Clinical and pathological kidney aspects of sickle cell anemia at Dakar: study of 11 cases of renal biopsies

Abstract

Few studies are devoted to the practice of renal biopsy in sickle cell nephropathy; our objective was to determine the histological and evolutionary patterns of renal lesions in sickle cell patients who underwent renal biopsy in Dakar.

Methods:This was a retrospective multicentric study (conducted from December 2009 to August 2011) on renal biopsies performed on sickle cell anaemic patients at the Nephrology Department of Teaching Hospital Aristide Le Dantec and the Albert Royer Childrens Hospital.
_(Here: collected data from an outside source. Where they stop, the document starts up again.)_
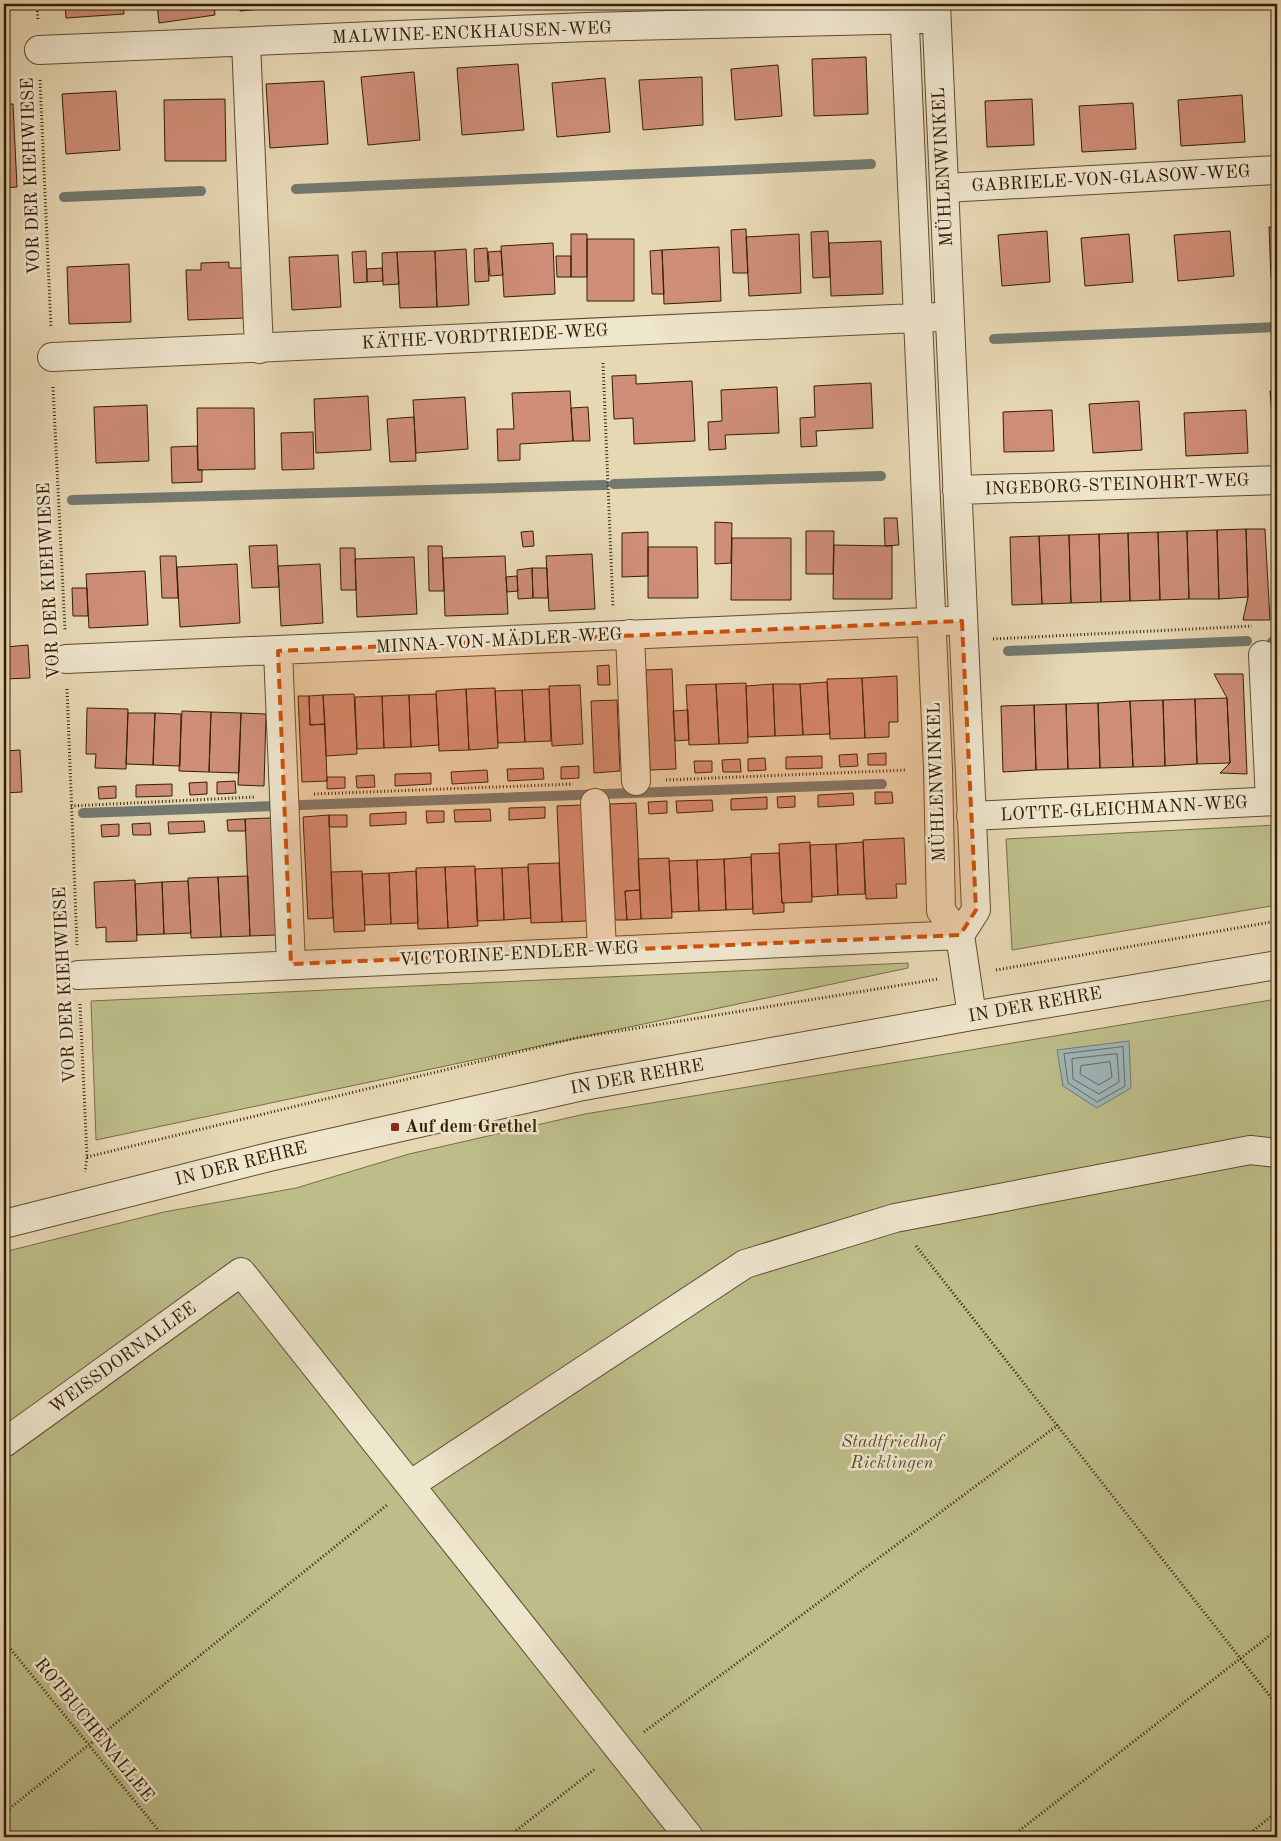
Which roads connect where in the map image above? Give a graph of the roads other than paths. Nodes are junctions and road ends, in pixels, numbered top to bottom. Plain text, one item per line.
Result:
1 (936, 11) edge
2 (905, 12) edge
3 (246, 42) junction
4 (39, 50) road end
5 (1277, 170) edge
6 (944, 188) junction
7 (950, 316) junction
8 (919, 318) junction
9 (259, 348) junction
10 (52, 357) road end
11 (1277, 480) edge
12 (957, 490) junction
13 (931, 622) junction
14 (962, 631) junction
15 (622, 634) junction
16 (278, 651) junction
17 (1263, 655) dead end
18 (66, 659) road end
19 (636, 781) road end
20 (586, 793) road end
21 (1274, 801) edge
22 (971, 816) junction
23 (960, 934) junction
24 (602, 950) junction
25 (291, 964) junction
26 (1277, 965) edge
27 (78, 975) road end
28 (972, 1016) junction
29 (1277, 1153) edge
30 (4, 1224) edge
31 (4, 1444) edge
32 (410, 1485) junction
33 (690, 1837) edge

The histological, therapeutic and evolutionary data were analysed.

From the 292 total renal biopsies, 11 (3.80%) were performed on sickle cell patients (6SS, 1SBth + 4 AS) with a mean age of 23.1 [13-51 years]. Nephrotic syndrome was the indication of renal biopsy in all cases. Focal segmental glomerulosclerosis was the most frequent histological finding (five cases), followed by a combination of various specific lesions (hypertrophy of glomerular and peritubular capillaries), minimal glomerular lesions (three cases), membranoproliferative glomerulonephritis (two cases) and extra-membranous glomerulonephritis (one case). Complete remission after treatment was achieved in seven cases and one patient expired. Three patients did not continue with follow-up appointments.

Conclusions:Renal biopsy is not very frequent in the course of sickle cell anaemia and in most cases it is performed because of nephrotic syndrome. The histological findings are diverse with a predominance of focal segmental glomerulosclerosis.